Lebanon High School (LHS), formerly known as Lebanon Union High School, is a high school located in Lebanon, Oregon, United States.

==History==

===Original building===

A postcard image of the original Lebanon High School

Lebanon High School was originally built in the spring of 1909 across the street from the old Santiam Academy (established 1851), at a cost of $40,000, by Mr. McChesney of Albany, Oregon, contractor, and P.C. Brown of Portland, Oregon, architect. At the time, the building was the pride of Lebanon and "was modern in every way, complete with a brick structure, concrete foundation, and several large grade rooms, four classrooms, a large assembly room along with a library, office, halls, and a basement". These modern features extended to include electricity, running water, and central heating.

The building opened September 9, 1909, as a K-12 institution serving the population of Lebanon. Over the next few decades, the population of Lebanon grew and the attendance at the institution swelled to such a degree that it eventually became a high school solely serving grades 9-12.

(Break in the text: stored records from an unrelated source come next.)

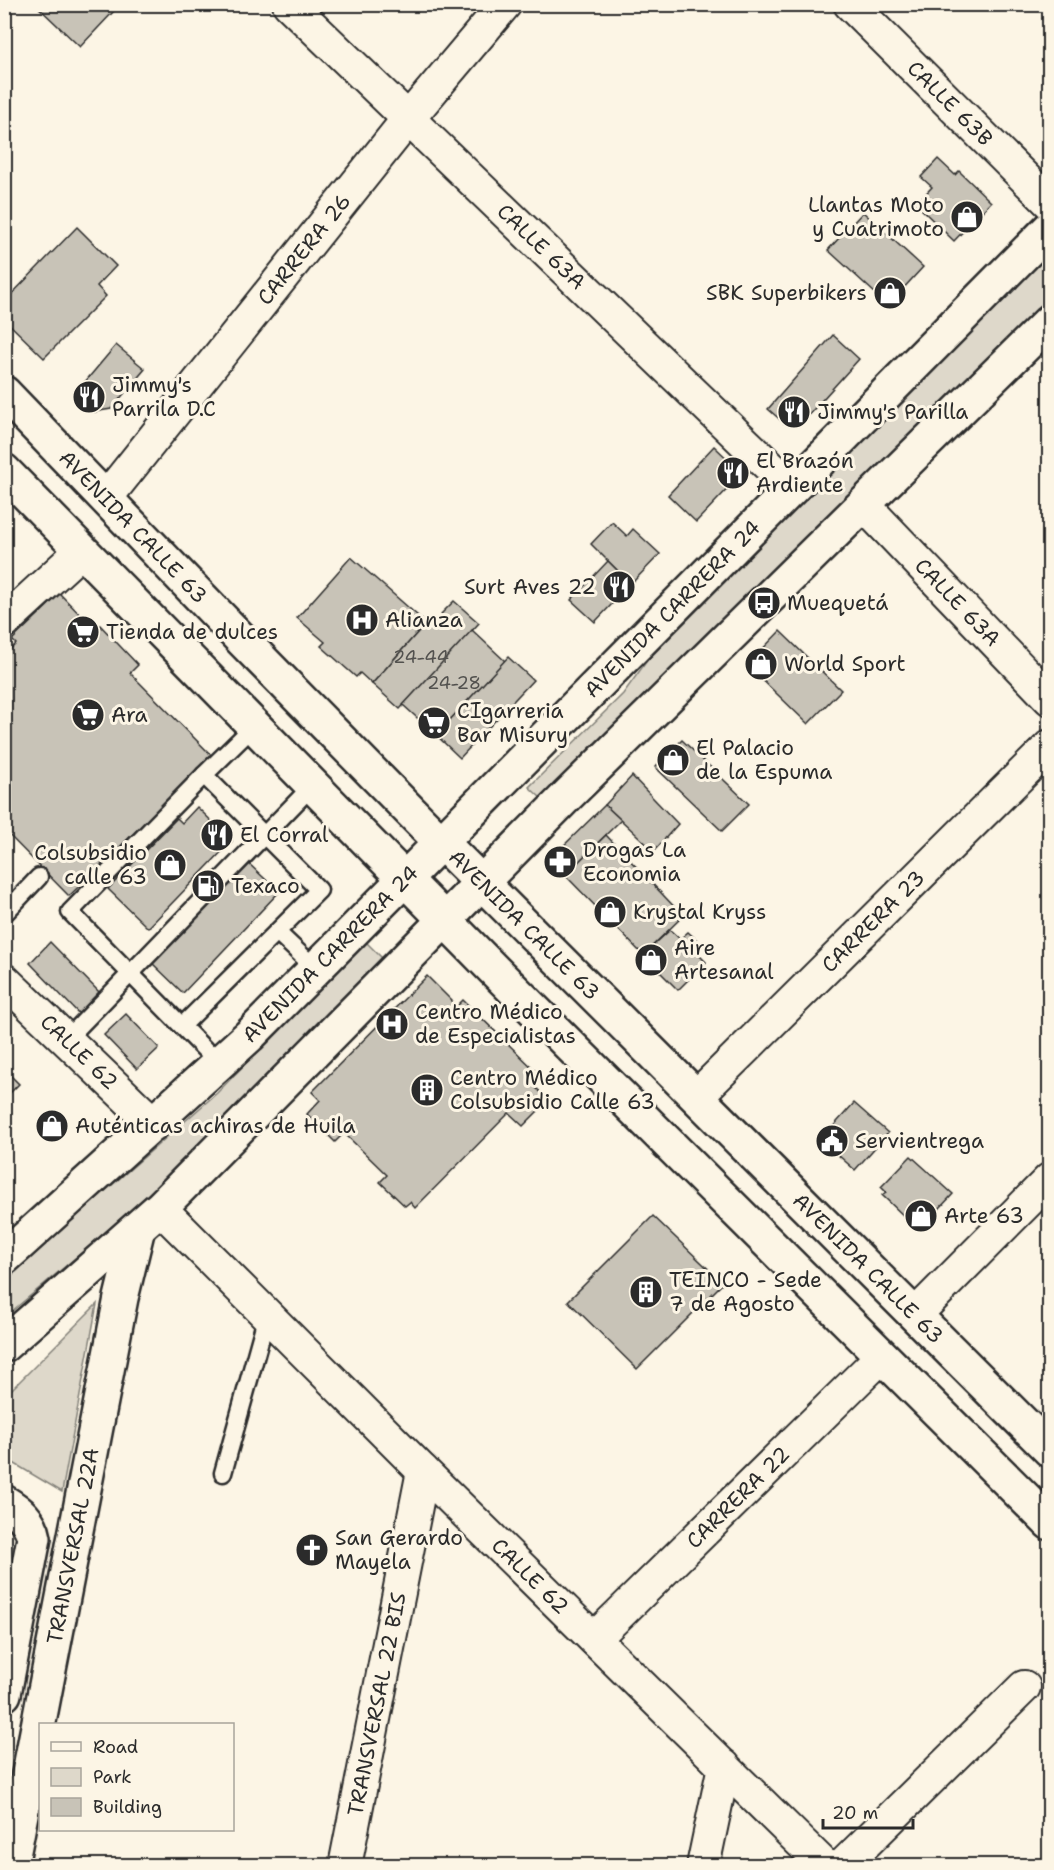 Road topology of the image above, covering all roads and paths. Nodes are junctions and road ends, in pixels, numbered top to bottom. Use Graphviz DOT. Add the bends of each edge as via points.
graph roads {
  1 [pos="289,4"];
  2 [pos="505,4"];
  3 [pos="850,4"];
  4 [pos="408,119"];
  5 [pos="1050,203"];
  6 [pos="1050,228"];
  7 [pos="1050,321"];
  8 [pos="4,393"];
  9 [pos="4,471"];
  10 [pos="792,488"];
  11 [pos="105,498"];
  12 [pos="864,505"];
  13 [pos="81,551"];
  14 [pos="4,622"];
  15 [pos="1050,699"];
  16 [pos="254,726"];
  17 [pos="1050,746"];
  18 [pos="204,775"];
  19 [pos="312,786"];
  20 [pos="264,835"];
  21 [pos="441,842"];
  22 [pos="39,877"];
  23 [pos="405,880"];
  24 [pos="481,882"];
  25 [pos="7,908"];
  26 [pos="444,919"];
  27 [pos="277,932"];
  28 [pos="316,969"];
  29 [pos="131,973"];
  30 [pos="4,980"];
  31 [pos="183,1025"];
  32 [pos="67,1039"];
  33 [pos="219,1064"];
  34 [pos="697,1096"];
  35 [pos="154,1124"];
  36 [pos="1050,1179"];
  37 [pos="149,1218"];
  38 [pos="4,1258"];
  39 [pos="267,1315"];
  40 [pos="915,1315"];
  41 [pos="4,1345"];
  42 [pos="882,1356"];
  43 [pos="1050,1450"];
  44 [pos="423,1471"];
  45 [pos="223,1473"];
  46 [pos="4,1502"];
  47 [pos="1050,1523"];
  48 [pos="594,1639"];
  49 [pos="1024,1687"];
  50 [pos="4,1694"];
  51 [pos="724,1766"];
  52 [pos="11,1866"];
  53 [pos="345,1866"];
  54 [pos="703,1866"];
  55 [pos="825,1866"];
  56 [pos="842,1866"];
  1 -- 4 [label="street, CALLE 63A"];
  2 -- 4 [label="street, CARRERA 26"];
  3 -- 5 [label="street, CALLE 63B"];
  4 -- 10 [label="street, CALLE 63A"];
  4 -- 11 [label="street, CARRERA 26"];
  6 -- 10 [label="main road, AVENIDA CARRERA 24"];
  7 -- 12 [label="main road"];
  8 -- 11 [label="main road, AVENIDA CALLE 63"];
  9 -- 13 [label="main road"];
  10 -- 21 [label="main road, AVENIDA CARRERA 24"];
  11 -- 21 [label="main road, AVENIDA CALLE 63"];
  12 -- 15 [label="street, CALLE 63A"];
  12 -- 24 [label="main road"];
  13 -- 14 [label="street"];
  13 -- 16 [label="main road"];
  16 -- 18 [label="lane"];
  16 -- 19 [label="main road"];
  17 -- 34 [label="street, CARRERA 23"];
  18 -- 20 [label="lane"];
  18 -- 29 [label="lane" via="70,912"];
  19 -- 20 [label="lane"];
  19 -- 23 [label="main road"];
  20 -- 27 [label="lane" via="319,890"];
  20 -- 29 [label="lane"];
  21 -- 23 [label="main road, AVENIDA CARRERA 24"];
  21 -- 24 [label="main road, AVENIDA CALLE 63"];
  22 -- 25 [label="lane"];
  23 -- 26 [label="main road"];
  23 -- 28 [label="main road, AVENIDA CARRERA 24"];
  24 -- 26 [label="main road"];
  24 -- 34 [label="main road, AVENIDA CALLE 63"];
  26 -- 37 [label="main road"];
  26 -- 42 [label="main road"];
  27 -- 28 [label="lane"];
  27 -- 31 [label="lane"];
  28 -- 33 [label="main road, AVENIDA CARRERA 24"];
  29 -- 31 [label="lane"];
  29 -- 32 [label="lane"];
  30 -- 32 [label="street, CALLE 62"];
  31 -- 33 [label="lane"];
  32 -- 35 [label="street, CALLE 62"];
  33 -- 35 [label="main road, AVENIDA CARRERA 24"];
  34 -- 40 [label="main road, AVENIDA CALLE 63"];
  35 -- 38 [label="main road, AVENIDA CARRERA 24"];
  36 -- 40 [label="street"];
  37 -- 39 [label="street, CALLE 62"];
  37 -- 41 [label="main road"];
  37 -- 52 [label="main road, TRANSVERSAL 22A" via="121,1298"];
  39 -- 44 [label="street, CALLE 62"];
  39 -- 45 [label="lane"];
  40 -- 43 [label="main road, AVENIDA CALLE 63"];
  42 -- 47 [label="main road"];
  42 -- 48 [label="street, CARRERA 22"];
  44 -- 48 [label="street, CALLE 62"];
  44 -- 53 [label="street, TRANSVERSAL 22 BIS"];
  46 -- 50 [label="main road, TRANSVERSAL 22A" via="33,1527 33,1550"];
  48 -- 51 [label="street, CALLE 62"];
  49 -- 56 [label="street"];
  51 -- 54 [label="street"];
  51 -- 55 [label="street, CALLE 62"];
} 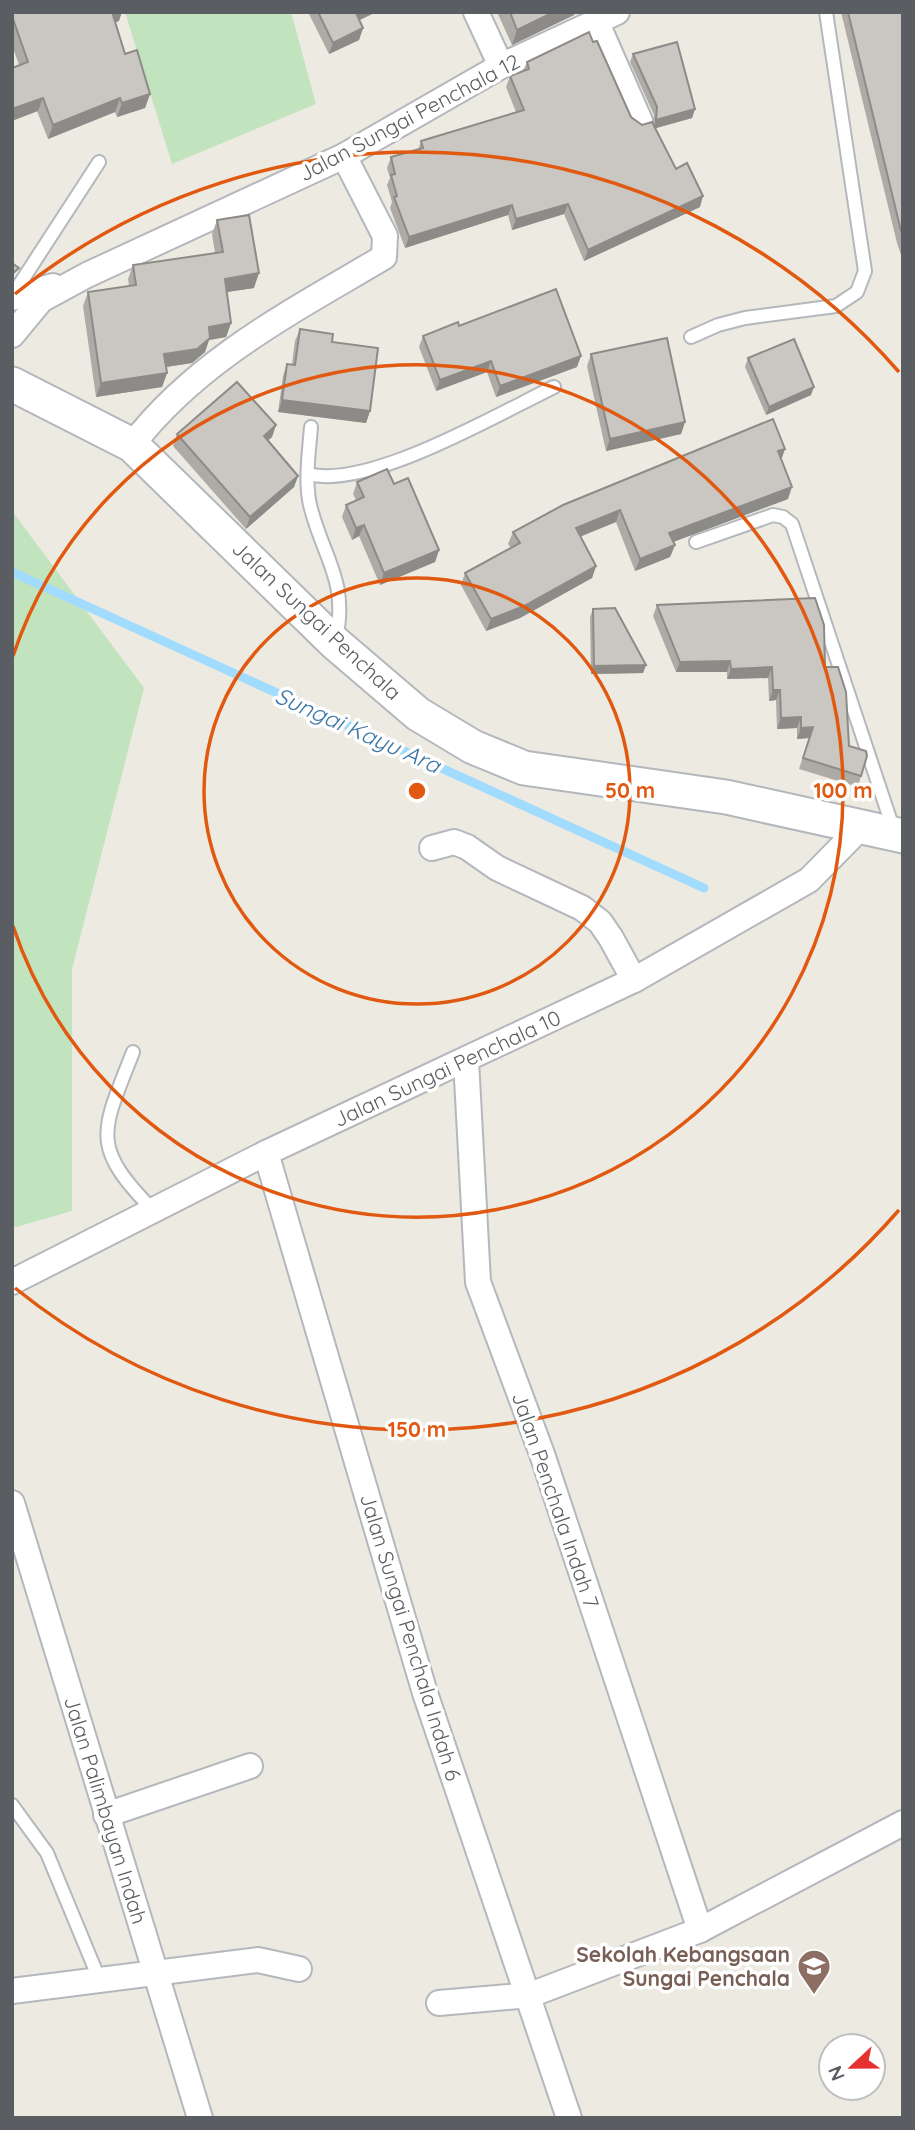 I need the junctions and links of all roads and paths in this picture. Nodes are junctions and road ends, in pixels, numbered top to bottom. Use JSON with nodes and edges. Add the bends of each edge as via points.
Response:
{"nodes":[{"id":1,"x":476,"y":12,"type":"edge"},
{"id":2,"x":826,"y":12,"type":"edge"},
{"id":3,"x":607,"y":17,"type":"edge"},
{"id":4,"x":501,"y":65,"type":"junction"},
{"id":5,"x":640,"y":121,"type":"edge"},
{"id":6,"x":344,"y":156,"type":"junction"},
{"id":7,"x":99,"y":162,"type":"dead end"},
{"id":8,"x":14,"y":310,"type":"edge"},
{"id":9,"x":691,"y":337,"type":"dead end"},
{"id":10,"x":12,"y":384,"type":"edge"},
{"id":11,"x":554,"y":387,"type":"edge"},
{"id":12,"x":311,"y":427,"type":"dead end"},
{"id":13,"x":132,"y":445,"type":"junction"},
{"id":14,"x":308,"y":474,"type":"junction"},
{"id":15,"x":696,"y":542,"type":"edge"},
{"id":16,"x":335,"y":643,"type":"junction"},
{"id":17,"x":862,"y":826,"type":"junction"},
{"id":18,"x":899,"y":835,"type":"edge"},
{"id":19,"x":432,"y":848,"type":"dead end"},
{"id":20,"x":634,"y":980,"type":"junction"},
{"id":21,"x":133,"y":1052,"type":"dead end"},
{"id":22,"x":466,"y":1060,"type":"junction"},
{"id":23,"x":266,"y":1153,"type":"junction"},
{"id":24,"x":153,"y":1210,"type":"junction"},
{"id":25,"x":12,"y":1282,"type":"edge"},
{"id":26,"x":12,"y":1503,"type":"edge"},
{"id":27,"x":250,"y":1766,"type":"dead end"},
{"id":28,"x":12,"y":1804,"type":"edge"},
{"id":29,"x":106,"y":1815,"type":"junction"},
{"id":30,"x":903,"y":1824,"type":"edge"},
{"id":31,"x":700,"y":1930,"type":"junction"},
{"id":32,"x":299,"y":1969,"type":"dead end"},
{"id":33,"x":156,"y":1973,"type":"junction"},
{"id":34,"x":100,"y":1981,"type":"junction"},
{"id":35,"x":12,"y":1992,"type":"edge"},
{"id":36,"x":530,"y":1995,"type":"junction"},
{"id":37,"x":439,"y":2003,"type":"dead end"},
{"id":38,"x":200,"y":2118,"type":"edge"},
{"id":39,"x":569,"y":2118,"type":"edge"}],
"edges":[{"from":1,"to":4,"type":"street"},
{"from":2,"to":9,"type":"lane","via":[[865,271],[857,292],[836,306],[745,318]]},
{"from":3,"to":4,"type":"street","name":"Jalan Sungai Penchala 12"},
{"from":3,"to":5,"type":"street"},
{"from":4,"to":6,"type":"street","name":"Jalan Sungai Penchala 12"},
{"from":6,"to":8,"type":"street","name":"Jalan Sungai Penchala 12"},
{"from":6,"to":13,"type":"street","via":[[385,236],[384,257],[226,353],[156,413]]},
{"from":7,"to":8,"type":"lane"},
{"from":10,"to":13,"type":"street","name":"Jalan Sungai Penchala"},
{"from":11,"to":14,"type":"lane","via":[[382,468],[332,477]]},
{"from":12,"to":14,"type":"lane"},
{"from":13,"to":16,"type":"street","name":"Jalan Sungai Penchala"},
{"from":14,"to":16,"type":"lane","via":[[310,506],[340,585]]},
{"from":15,"to":18,"type":"lane","via":[[773,515],[792,524]]},
{"from":16,"to":17,"type":"street","name":"Jalan Sungai Penchala","via":[[418,714],[473,747],[524,768],[726,797]]},
{"from":17,"to":18,"type":"street","name":"Jalan Sungai Penchala"},
{"from":17,"to":20,"type":"street","name":"Jalan Sungai Penchala 10","via":[[809,880]]},
{"from":19,"to":20,"type":"street","via":[[454,842],[467,846],[497,868],[582,908],[600,922]]},
{"from":20,"to":22,"type":"street","name":"Jalan Sungai Penchala 10"},
{"from":21,"to":24,"type":"lane","via":[[106,1122],[106,1142],[123,1180]]},
{"from":22,"to":23,"type":"street","name":"Jalan Sungai Penchala 10"},
{"from":22,"to":31,"type":"street","name":"Jalan Penchala Indah 7","via":[[478,1282],[542,1454]]},
{"from":23,"to":24,"type":"street","name":"Jalan Sungai Penchala 10"},
{"from":23,"to":36,"type":"street","name":"Jalan Sungai Penchala Indah 6","via":[[425,1693]]},
{"from":24,"to":25,"type":"street","name":"Jalan Sungai Penchala 10"},
{"from":26,"to":29,"type":"street","name":"Jalan Palimbayan Indah"},
{"from":27,"to":29,"type":"street"},
{"from":28,"to":34,"type":"lane","via":[[47,1853]]},
{"from":29,"to":33,"type":"street","name":"Jalan Palimbayan Indah"},
{"from":30,"to":31,"type":"street"},
{"from":31,"to":36,"type":"street"},
{"from":32,"to":33,"type":"street","via":[[258,1960]]},
{"from":33,"to":34,"type":"street"},
{"from":33,"to":38,"type":"street","name":"Jalan Palimbayan Indah"},
{"from":34,"to":35,"type":"street"},
{"from":36,"to":37,"type":"street"},
{"from":36,"to":39,"type":"street","name":"Jalan Sungai Penchala Indah 6"}]}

South and north wings were added to the building in 1947 and 1948 respectively, as well as a gym in 1950 and an outdoor pool in 1951. When the high school students moved to their new site in 1957, it became the Lebanon Junior High School (LMS).

===New site===
In 1957, Lebanon Union High School was built at the 41 acre, Fifth Street and Airport Road site where it is currently located. This new school was an improvement over the previous facilities, being designed to hold 1200 students. The school has gone through various renovations in 1958, 1964, 1966, 1967, 1969, 1971, 1978, and from 2003 to 2005.

LHS achieved its highest attendance of 1650 students in 1973.

In 1997, the name of Lebanon Union High School changed to Lebanon High School.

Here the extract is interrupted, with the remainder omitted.